// di Francesco Cataldo Verrina //
Uno degli degli aspetti più singolari del jazz nasce dal fatto che si basa su composizioni in massima parte strumentali. Non essendo presente una componente letteraria, con dei testi che indicano un percorso ben preciso ed un valore semantico stabilito apriori dall’autore, il fruitore, come lo studioso, ma soprattutto un musicista, può costruirci o ricostruirci intorno un mondo totalmente immaginifico. Tutto ciò accresce la carica mitopoietica del jazz, che si presenta come un terreno libero in cui chiunque potrebbe, potenzialmente, impiantare nuovi elementi o crearne di simili.
Roberto Bottalico Alter & Go Project, partono da quello che definiscono come «Il favoloso Mondo di Wayne, lo Strambo» per reinventare un microcosmo sui-generis intorno alla musica e all’universo creativo di Wayne Shorter, il jazzista che per antonomasia ha sempre subito il fascino dell’immaginazione e dell’immaginifico, sedotto spesso da storie surreali, intrise di miti, magia e di mondi lontani. Ai tempi del liceo, il giovane Shorter veniva definito dai sui compagni « As weired as Wayne», ossia « strambo come Wayne», tanto che Bottalico e di suoi sodali ricollocano la figura dell’iconico sassofonista in una dimensione sospesa tra fantasy e fiction, attraverso otto componimenti originali disegnati sul modulo espressivo shorteriano, senza eccedere nel ricalco stilistico e formale. Un solo brano, «Resolution», è preso in prestito dal repertorio di John Coltrane. Shorter è stato sempre un talento ricco di bizzarrie creative, quasi un outsider rispetto all’omologazione standardizzata dei tanti coevi e, come tutti i grandi, un unicum nella sua area di pertinenza.
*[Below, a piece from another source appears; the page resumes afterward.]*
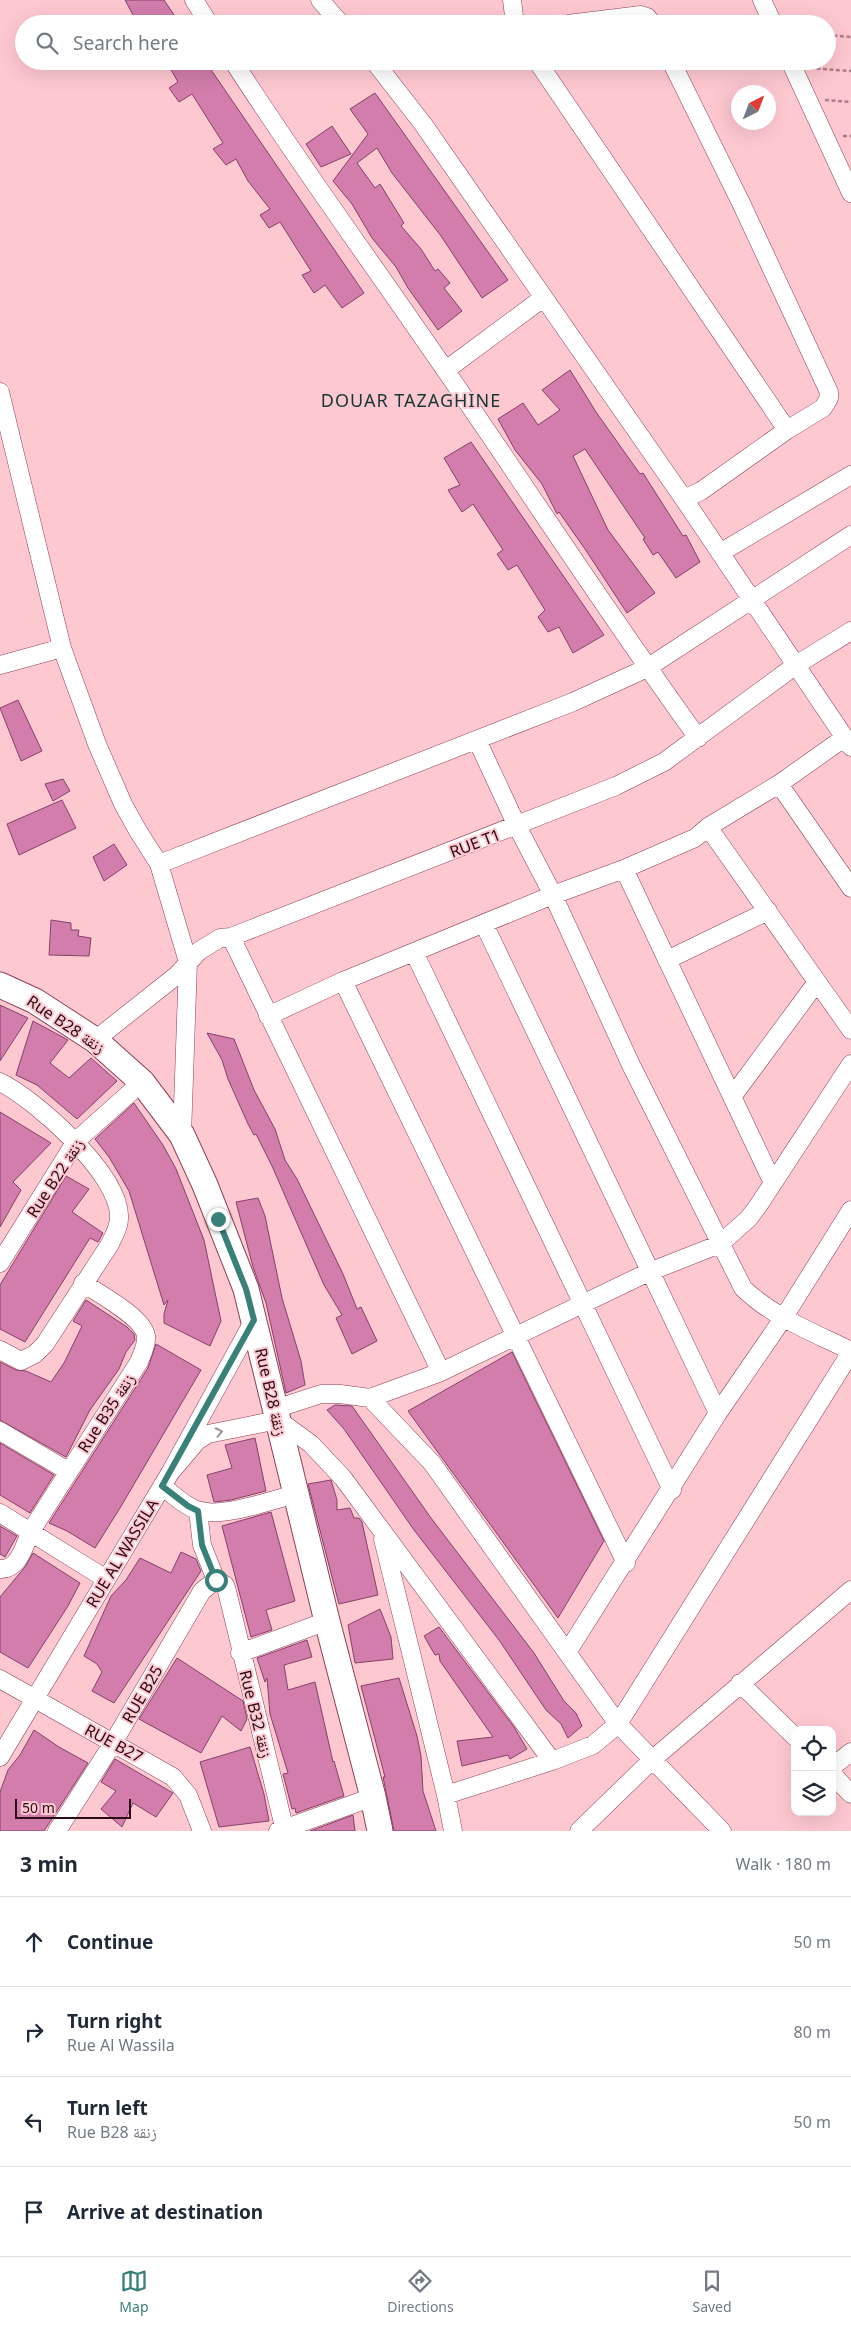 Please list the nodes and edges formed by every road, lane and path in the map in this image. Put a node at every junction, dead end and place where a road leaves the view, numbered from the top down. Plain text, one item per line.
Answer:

Bottalico e compagni riescono a tracciare un itinerario sonoro asimmetrico, distonico e ricco di improvvise mutazioni, seguendo il filo di Arianna dell’estro di Shorter, il queste si muoveva sempre per vie trasversali o laterali, operando repentini cambi ritmico-armonici ed improvvisate variazioni tematiche sulla melodia, quasi a non voler dare troppi punti di riferimento. Bottalico riesce a penetrarne il mood e il metodo costruttivo, utilizzando una serie di richiami, sottili citazioni, nonché il sottile metodo della variabile emotiva.
Giunto alla sua quarta fatica discografica con l’Alter&Go Project, Bottalico si caratterizza come indagatore delle infinite possibilità offerte dal periodo aureo del bop-hard-post, penetrando appieno il parenchima sonoro di uno dei sassofonisti più eclettici ed umorali della storia del jazz di tutti i tempi. Bottalico, accompagnato dal chitarrista Augusto Creni, sostenuto dal contrabbasso di Alessandro Del Signore e dalla batteria di Massimo di Cristofaro, da forma a un racconto quasi teatrale imperniato su storie letterarie, simil-cinematografiche e fumettistiche, dove s’incrociano personaggi surreali, i quali allestiscono virtualmente un’ambientazione fittizia intorno alla figura del sassofonista. Wayne è visto da un’angolazione che muta più volte e repentinamente prospettiva ed immagine mentale: più simile ad un Peter Pan che al serioso sassofonista del quintetto di Miles o dei Weather Report. Le varie tracce dell’album sviluppano una realtà parallela sospesa e kantiana, dove l’ipotetico Shorter prende il posto del reale in assenza della realtà stessa.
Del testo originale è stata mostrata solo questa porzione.